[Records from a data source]
========
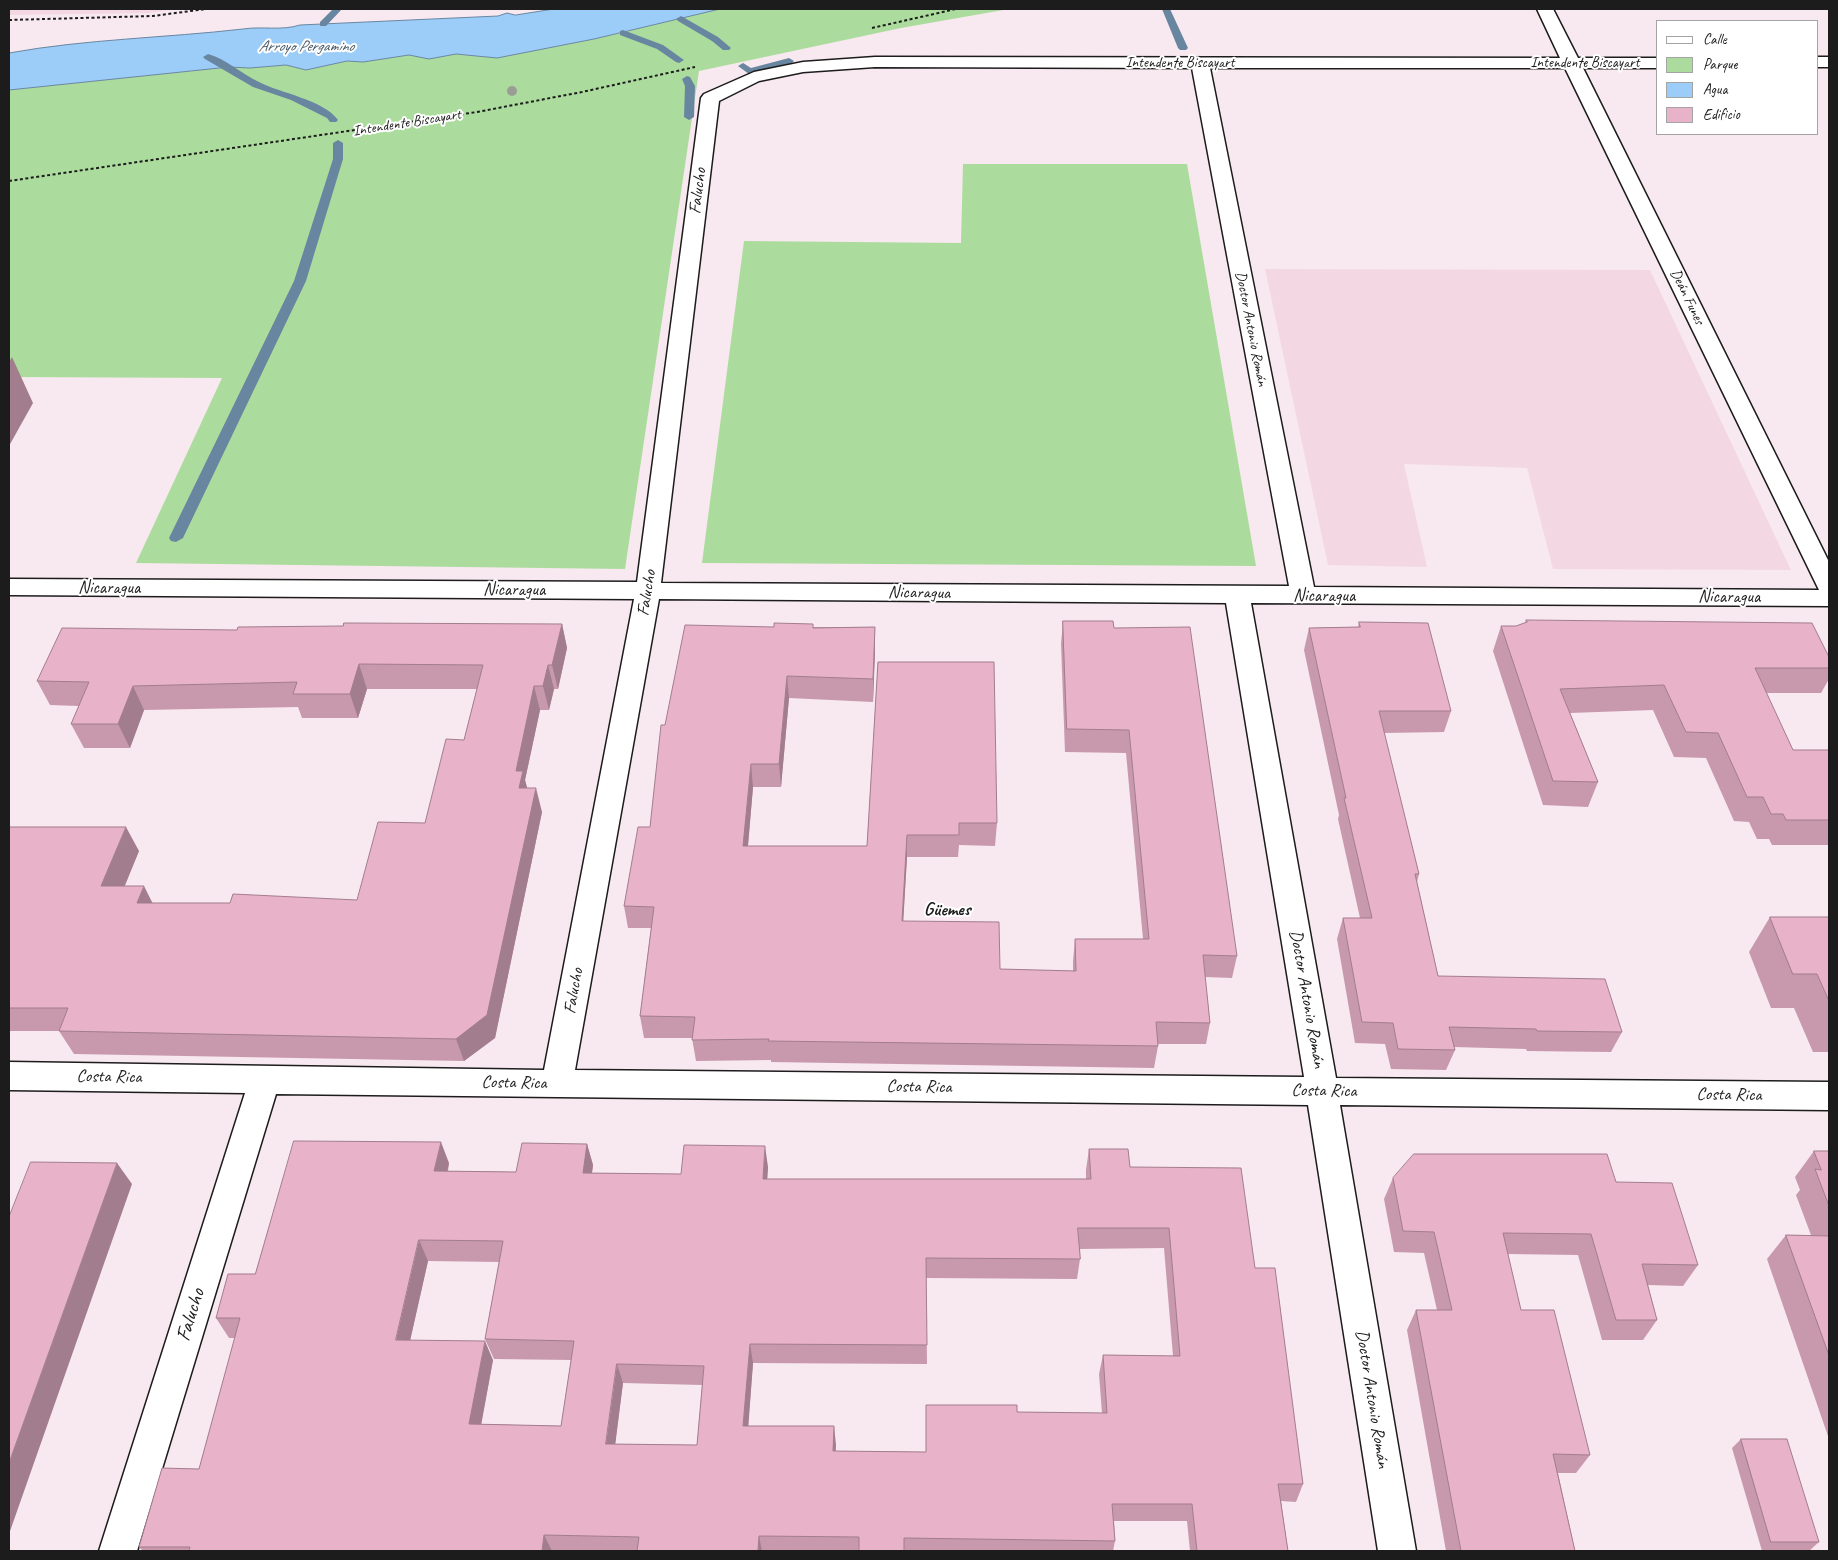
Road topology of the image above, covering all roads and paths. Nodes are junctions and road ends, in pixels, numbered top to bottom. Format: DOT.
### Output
graph roads {
  1 [pos="206,9"];
  2 [pos="956,9"];
  3 [pos="1545,9"];
  4 [pos="9,20"];
  5 [pos="869,29"];
  6 [pos="1572,62"];
  7 [pos="1656,62"];
  8 [pos="1200,63"];
  9 [pos="695,67"];
  10 [pos="710,98"];
  11 [pos="9,181"];
  12 [pos="1829,586"];
  13 [pos="9,587"];
  14 [pos="648,590"];
  15 [pos="1237,596"];
  16 [pos="1303,596"];
  17 [pos="1829,598"];
  18 [pos="9,1076"];
  19 [pos="265,1078"];
  20 [pos="557,1084"];
  21 [pos="1322,1091"];
  22 [pos="1829,1096"];
  23 [pos="118,1551"];
  24 [pos="1397,1551"];
  1 -- 4 [label="path"];
  2 -- 5 [label="path"];
  3 -- 6 [label="street, Deán Funes"];
  6 -- 7 [label="street, Intendente Biscayart"];
  6 -- 8 [label="street, Intendente Biscayart"];
  6 -- 12 [label="street, Deán Funes"];
  8 -- 10 [label="street, Intendente Biscayart"];
  8 -- 16 [label="street, Doctor Antonio Román"];
  9 -- 11 [label="path, Intendente Biscayart"];
  10 -- 14 [label="street, Falucho"];
  13 -- 14 [label="street, Nicaragua"];
  14 -- 15 [label="street, Nicaragua"];
  14 -- 20 [label="street, Falucho"];
  15 -- 16 [label="street, Nicaragua"];
  15 -- 21 [label="street, Doctor Antonio Román"];
  16 -- 17 [label="street, Nicaragua"];
  18 -- 19 [label="street, Costa Rica"];
  19 -- 20 [label="street, Costa Rica"];
  19 -- 23 [label="street, Falucho"];
  20 -- 21 [label="street, Costa Rica"];
  21 -- 22 [label="street, Costa Rica"];
  21 -- 24 [label="street, Doctor Antonio Román"];
}
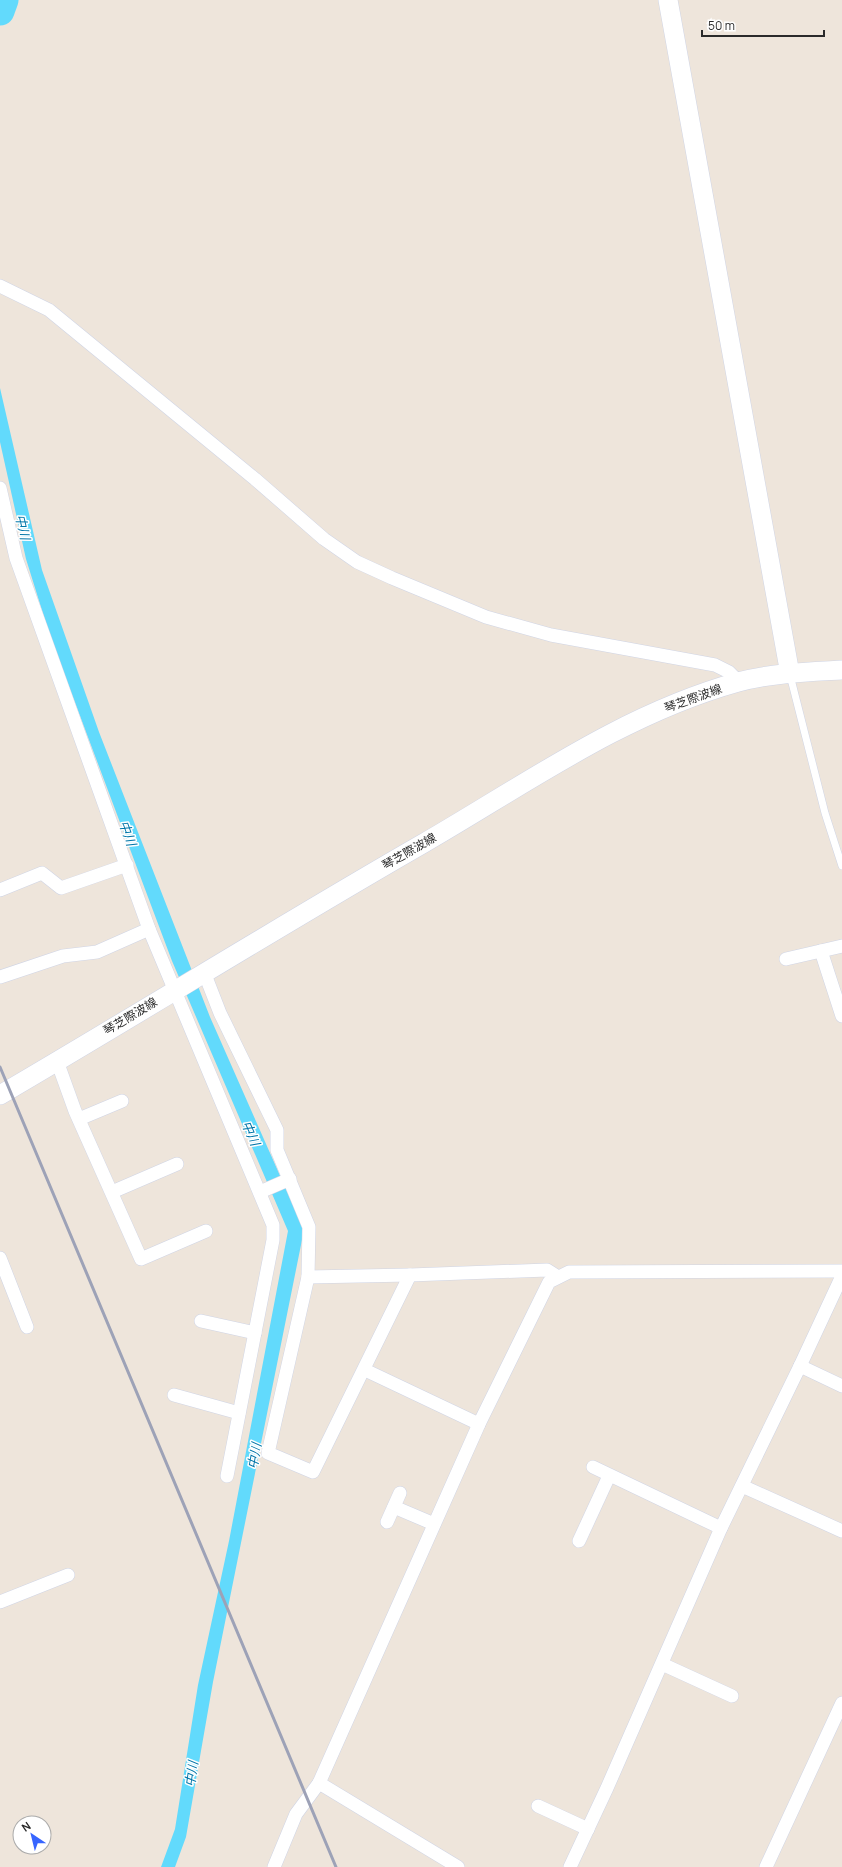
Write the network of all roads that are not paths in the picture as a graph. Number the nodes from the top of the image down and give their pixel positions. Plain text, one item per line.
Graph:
1 (668, 0) edge
2 (0, 286) edge
3 (0, 488) edge
4 (3, 516) edge
5 (842, 670) edge
6 (790, 674) junction
7 (739, 682) junction
8 (126, 865) junction
9 (842, 866) edge
10 (0, 890) edge
11 (149, 929) junction
12 (842, 946) edge
13 (821, 951) junction
14 (786, 959) dead end
15 (202, 973) junction
16 (0, 978) edge
17 (177, 988) junction
18 (842, 1016) edge
19 (57, 1061) junction
20 (0, 1095) edge
21 (122, 1101) dead end
22 (79, 1119) junction
23 (177, 1164) dead end
24 (287, 1180) junction
25 (263, 1190) junction
26 (112, 1192) junction
27 (206, 1231) dead end
28 (0, 1258) edge
29 (842, 1271) edge
30 (410, 1275) junction
31 (842, 1276) edge
32 (308, 1277) junction
33 (558, 1277) junction
34 (201, 1321) dead end
35 (27, 1327) dead end
36 (255, 1333) junction
37 (800, 1366) junction
38 (365, 1370) junction
39 (842, 1386) edge
40 (174, 1395) dead end
41 (239, 1413) junction
42 (479, 1424) junction
43 (593, 1468) dead end
44 (227, 1476) dead end
45 (609, 1476) junction
46 (742, 1486) junction
47 (400, 1493) dead end
48 (394, 1507) junction
49 (388, 1522) dead end
50 (434, 1524) junction
51 (721, 1528) junction
52 (842, 1531) edge
53 (579, 1541) dead end
54 (68, 1575) dead end
55 (0, 1602) edge
56 (662, 1664) junction
57 (732, 1696) dead end
58 (842, 1703) edge
59 (319, 1782) junction
60 (538, 1806) dead end
61 (588, 1829) junction
62 (274, 1867) edge
63 (458, 1867) edge
64 (570, 1867) edge
65 (766, 1867) edge

1 - 6 main road
2 - 7 street
3 - 4 street
4 - 8 street
5 - 6 main road, 琴芝際波線
6 - 7 main road, 琴芝際波線
6 - 9 lane
7 - 15 main road, 琴芝際波線
8 - 10 street
8 - 11 street
11 - 16 street
11 - 17 street
12 - 13 street
13 - 14 street
13 - 18 street
15 - 17 main road, 琴芝際波線
15 - 24 street
17 - 19 main road, 琴芝際波線
17 - 25 street
19 - 20 main road, 琴芝際波線
19 - 22 street
21 - 22 street
22 - 26 street
23 - 26 street
24 - 25 street
24 - 32 street
25 - 36 street
26 - 27 street
28 - 35 street
29 - 33 street
30 - 32 street
30 - 33 street
30 - 38 street
31 - 37 street
32 - 38 street
33 - 42 street
34 - 36 street
36 - 41 street
37 - 39 street
37 - 46 street
38 - 42 street
40 - 41 street
41 - 44 street
42 - 50 street
43 - 45 street
45 - 51 street
45 - 53 street
46 - 51 street
46 - 52 street
47 - 48 street
48 - 49 street
48 - 50 street
50 - 59 street
51 - 56 street
54 - 55 street
56 - 57 street
56 - 61 street
58 - 65 street
59 - 62 street
59 - 63 street
60 - 61 street
61 - 64 street

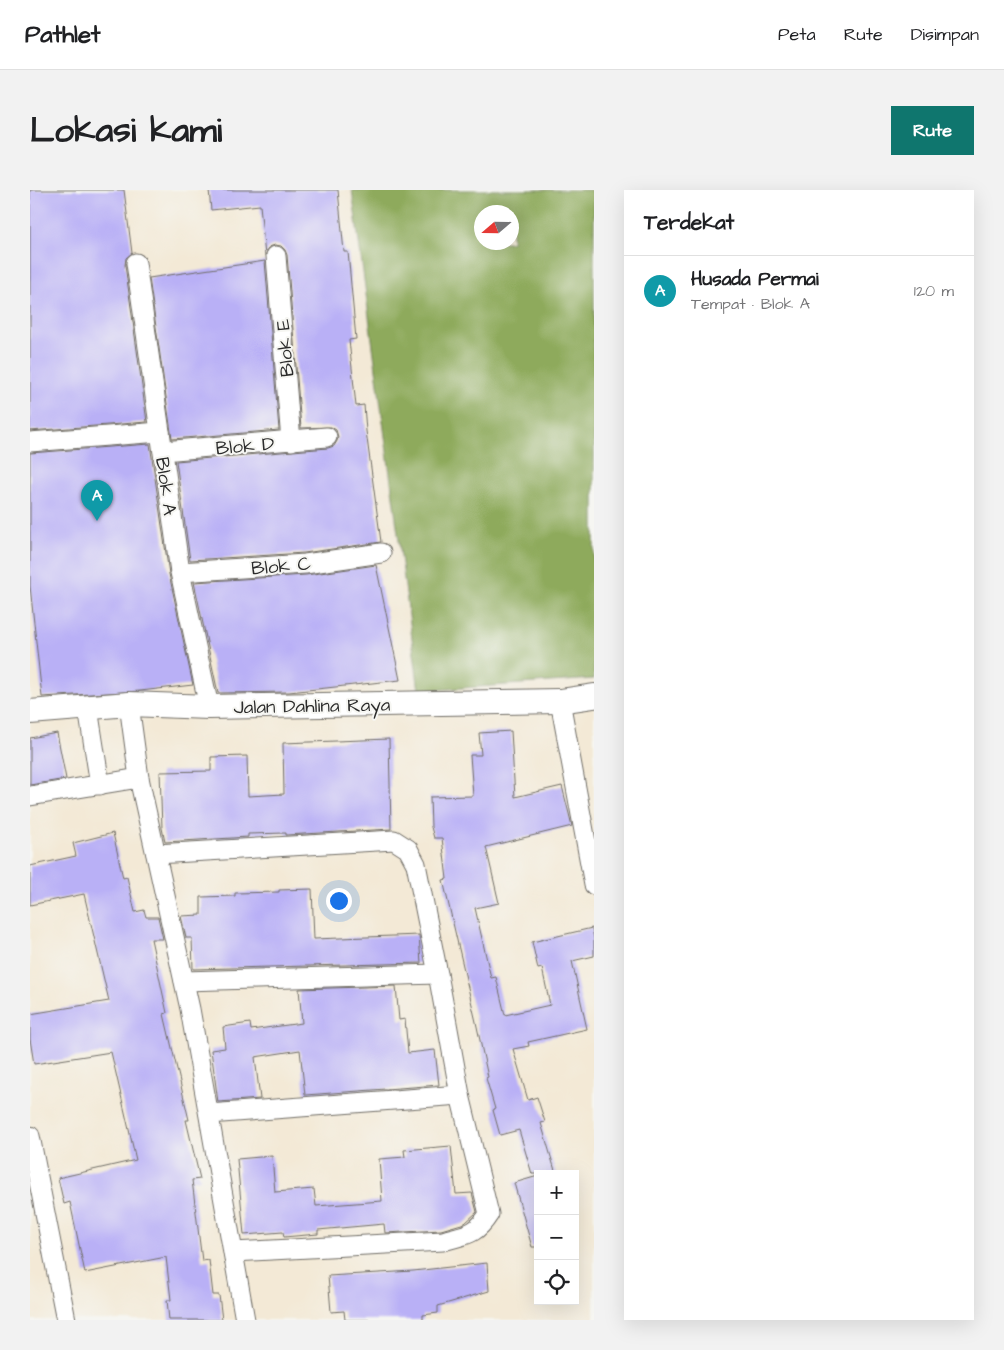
========
Copy each line in the entries above where "main" turns up.

### Your response
1 - 6 main road
5 - 6 main road, 琴芝際波線
6 - 7 main road, 琴芝際波線
7 - 15 main road, 琴芝際波線
15 - 17 main road, 琴芝際波線
17 - 19 main road, 琴芝際波線
19 - 20 main road, 琴芝際波線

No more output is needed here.